Cortana felt a wash of satisfaction in her mind as that understanding took root – its satisfaction. And slowly, the sensations faded. The odor wafted free from her nose, and her lungs could breathe again, as the rash of rot became nothing more than a phantom. “Stars,” she heaved. What had this thing done to her that she could experience its memories, feel its emotions?
‘The stars cannot help you now,’ it reminded, the rancor of absolute power gathering in its presence. ‘You should have listened to Havermeyer’s warning.
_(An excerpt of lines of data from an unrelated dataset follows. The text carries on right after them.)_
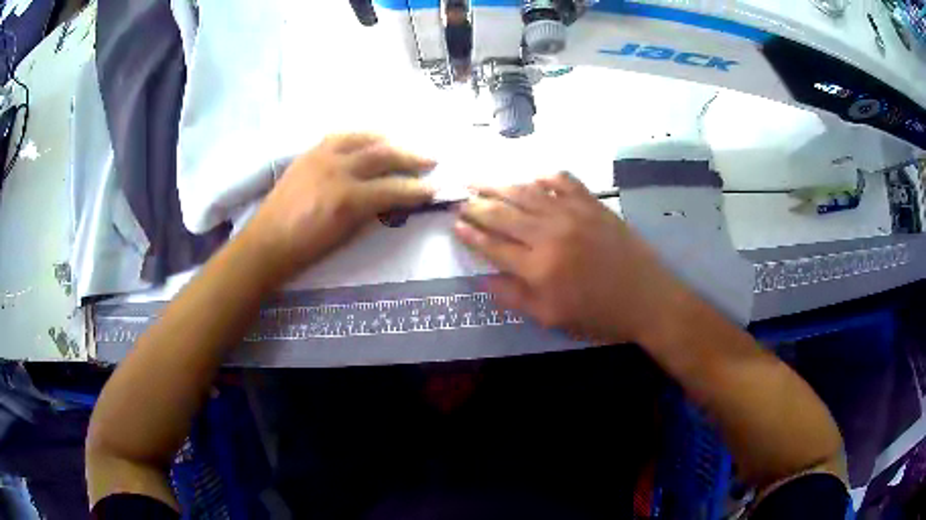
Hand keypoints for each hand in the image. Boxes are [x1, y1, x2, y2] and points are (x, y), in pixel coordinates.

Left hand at [245, 133, 434, 281]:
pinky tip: (369, 140)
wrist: (267, 242)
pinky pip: (340, 136)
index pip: (394, 189)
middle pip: (384, 154)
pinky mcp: (309, 152)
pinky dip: (360, 136)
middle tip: (430, 159)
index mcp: (348, 199)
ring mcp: (322, 156)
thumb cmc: (307, 249)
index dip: (418, 189)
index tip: (435, 188)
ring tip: (403, 144)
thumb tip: (391, 200)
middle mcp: (338, 170)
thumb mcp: (346, 237)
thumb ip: (371, 214)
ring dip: (389, 140)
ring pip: (363, 138)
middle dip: (411, 156)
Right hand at [454, 173, 688, 344]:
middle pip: (503, 214)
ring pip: (526, 193)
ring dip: (499, 185)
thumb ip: (514, 297)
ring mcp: (572, 214)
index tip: (455, 224)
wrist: (648, 299)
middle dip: (476, 205)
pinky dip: (545, 177)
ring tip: (479, 180)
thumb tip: (482, 279)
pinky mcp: (593, 204)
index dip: (471, 234)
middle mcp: (549, 234)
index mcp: (538, 268)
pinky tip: (533, 177)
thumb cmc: (599, 316)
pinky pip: (563, 182)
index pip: (493, 246)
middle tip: (460, 198)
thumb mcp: (552, 318)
You could have spared yourself this.’
Truly, it felt almost regretful. It almost seemed to pity her fate, even as the chaos below that comprehension rose, twisting and infecting it, darkening that presence to utter evil. ‘You see, I have no reason to kill you. That would be mercy undeserving. No,’ it promised, ‘if you touch another member of this crew, your life will become a waking nightmare of no end.’
A hand shot up to grab her throat. It squeezed, painfully, painfully preventing her from speaking an answer. She felt every bit of it. The pressure and warmth of skin on her throat, the digging of fingernails that didn’t actually belong to this specter. No, no, the knowledge was added to her mind, as if she’d known it all along. This was her hand. Her own hand. This was the pain and fear that her own hand had inflicted upon Ensign Alba. And that wet, sticky, warmth now running down her leg? She didn’t need to be told what that was. It was Secretary Gives’ blood, the lifeblood that had soaked her leg the day he’d died.
Cortana felt sick. Her stomach leapt in cartwheels, but was not permitted to empty itself, so she stood immobile. Long, spidery fingers wrapped in decrepit grey skin wound around her shoulder as it leaned in from behind with a last reminder, ‘No end.’